*DATA*
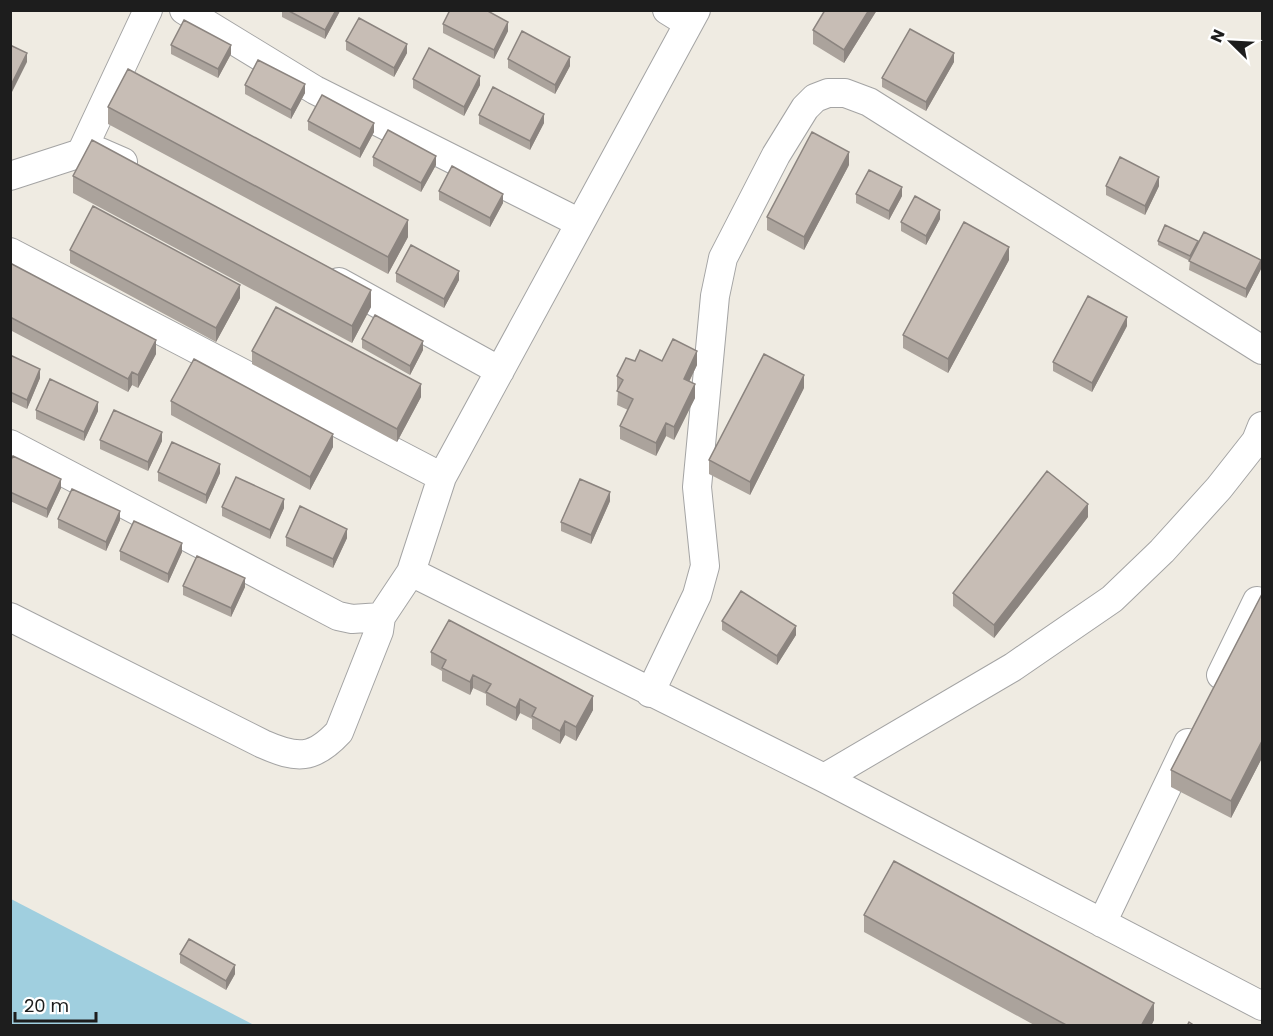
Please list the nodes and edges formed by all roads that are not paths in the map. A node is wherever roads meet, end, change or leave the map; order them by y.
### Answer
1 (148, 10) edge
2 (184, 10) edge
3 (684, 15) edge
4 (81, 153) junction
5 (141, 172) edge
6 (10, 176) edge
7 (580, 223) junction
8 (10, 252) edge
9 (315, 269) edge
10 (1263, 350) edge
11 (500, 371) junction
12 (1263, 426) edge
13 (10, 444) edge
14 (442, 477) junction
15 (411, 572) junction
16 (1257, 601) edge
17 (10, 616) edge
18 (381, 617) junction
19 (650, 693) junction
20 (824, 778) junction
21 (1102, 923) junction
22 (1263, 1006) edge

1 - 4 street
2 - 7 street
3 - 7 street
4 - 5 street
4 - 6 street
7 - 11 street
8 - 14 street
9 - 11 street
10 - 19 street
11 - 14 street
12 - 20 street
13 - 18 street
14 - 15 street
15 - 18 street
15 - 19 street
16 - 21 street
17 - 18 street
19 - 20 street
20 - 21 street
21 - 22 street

--

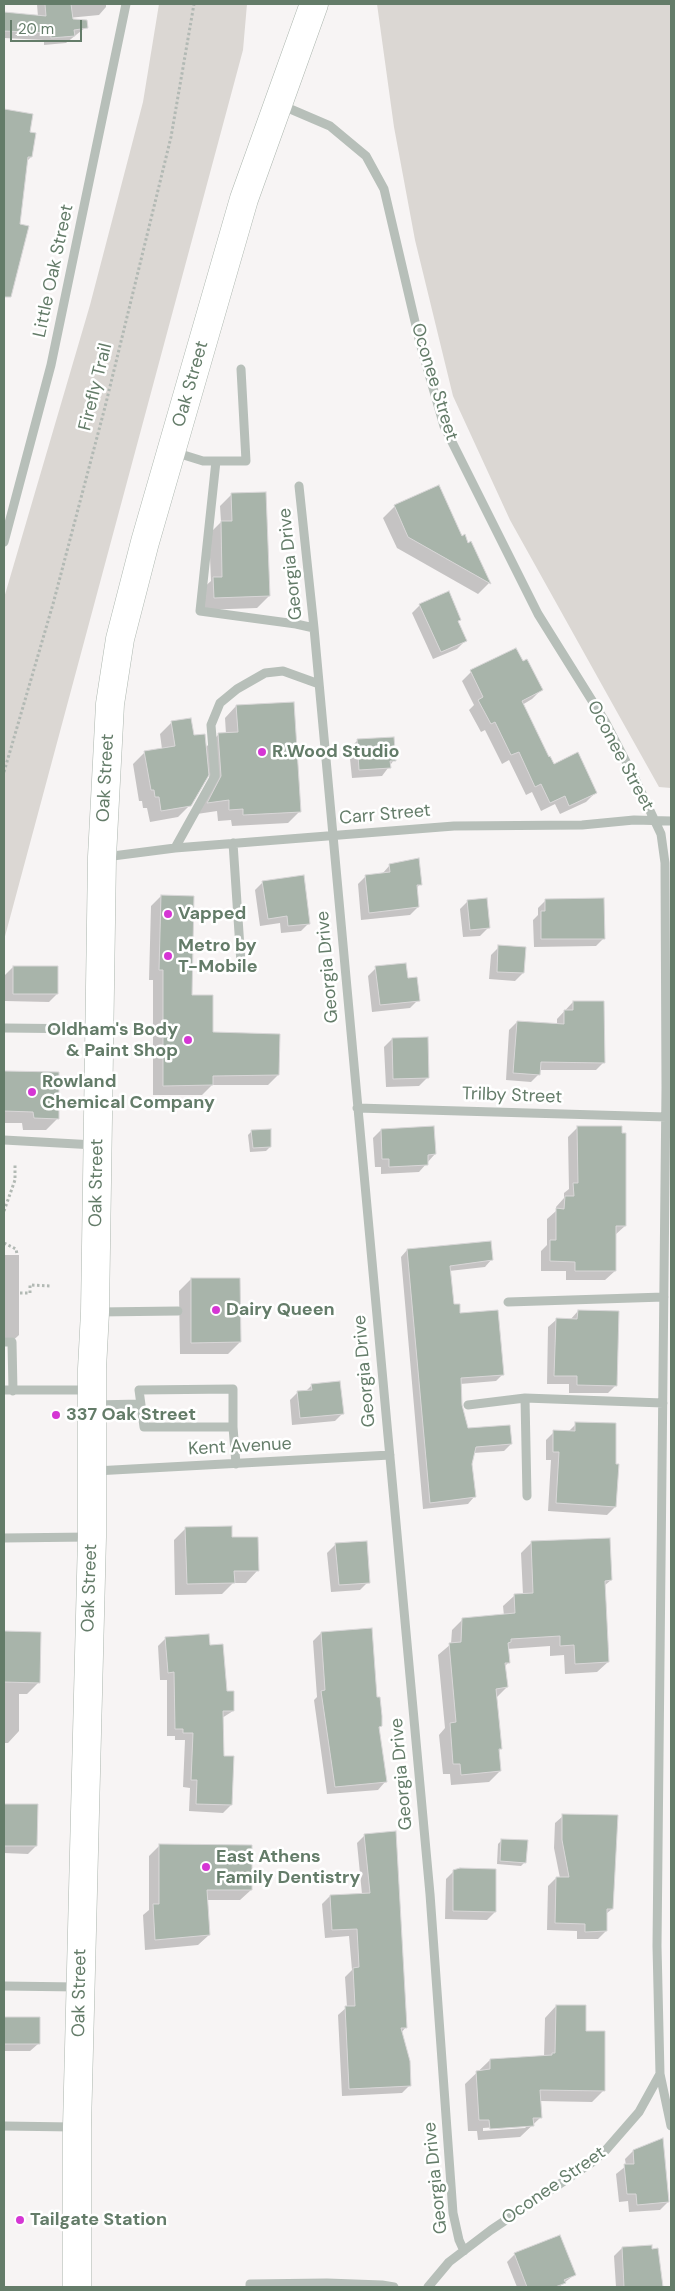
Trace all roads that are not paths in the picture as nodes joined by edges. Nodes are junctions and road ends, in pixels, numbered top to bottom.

*WHAT YOU ARE ASKED TO DO*
Filter the data down to the lines that contain the string "nodes", and copy them.

*TASK SOLUTION*
Please list the nodes and edges formed by all roads that are not paths in the map. A node is wherever roads meet, end, change or leave the map; order them by y.
Trace all roads that are not paths in the picture as nodes joined by edges. Nodes are junctions and road ends, in pixels, numbered top to bottom.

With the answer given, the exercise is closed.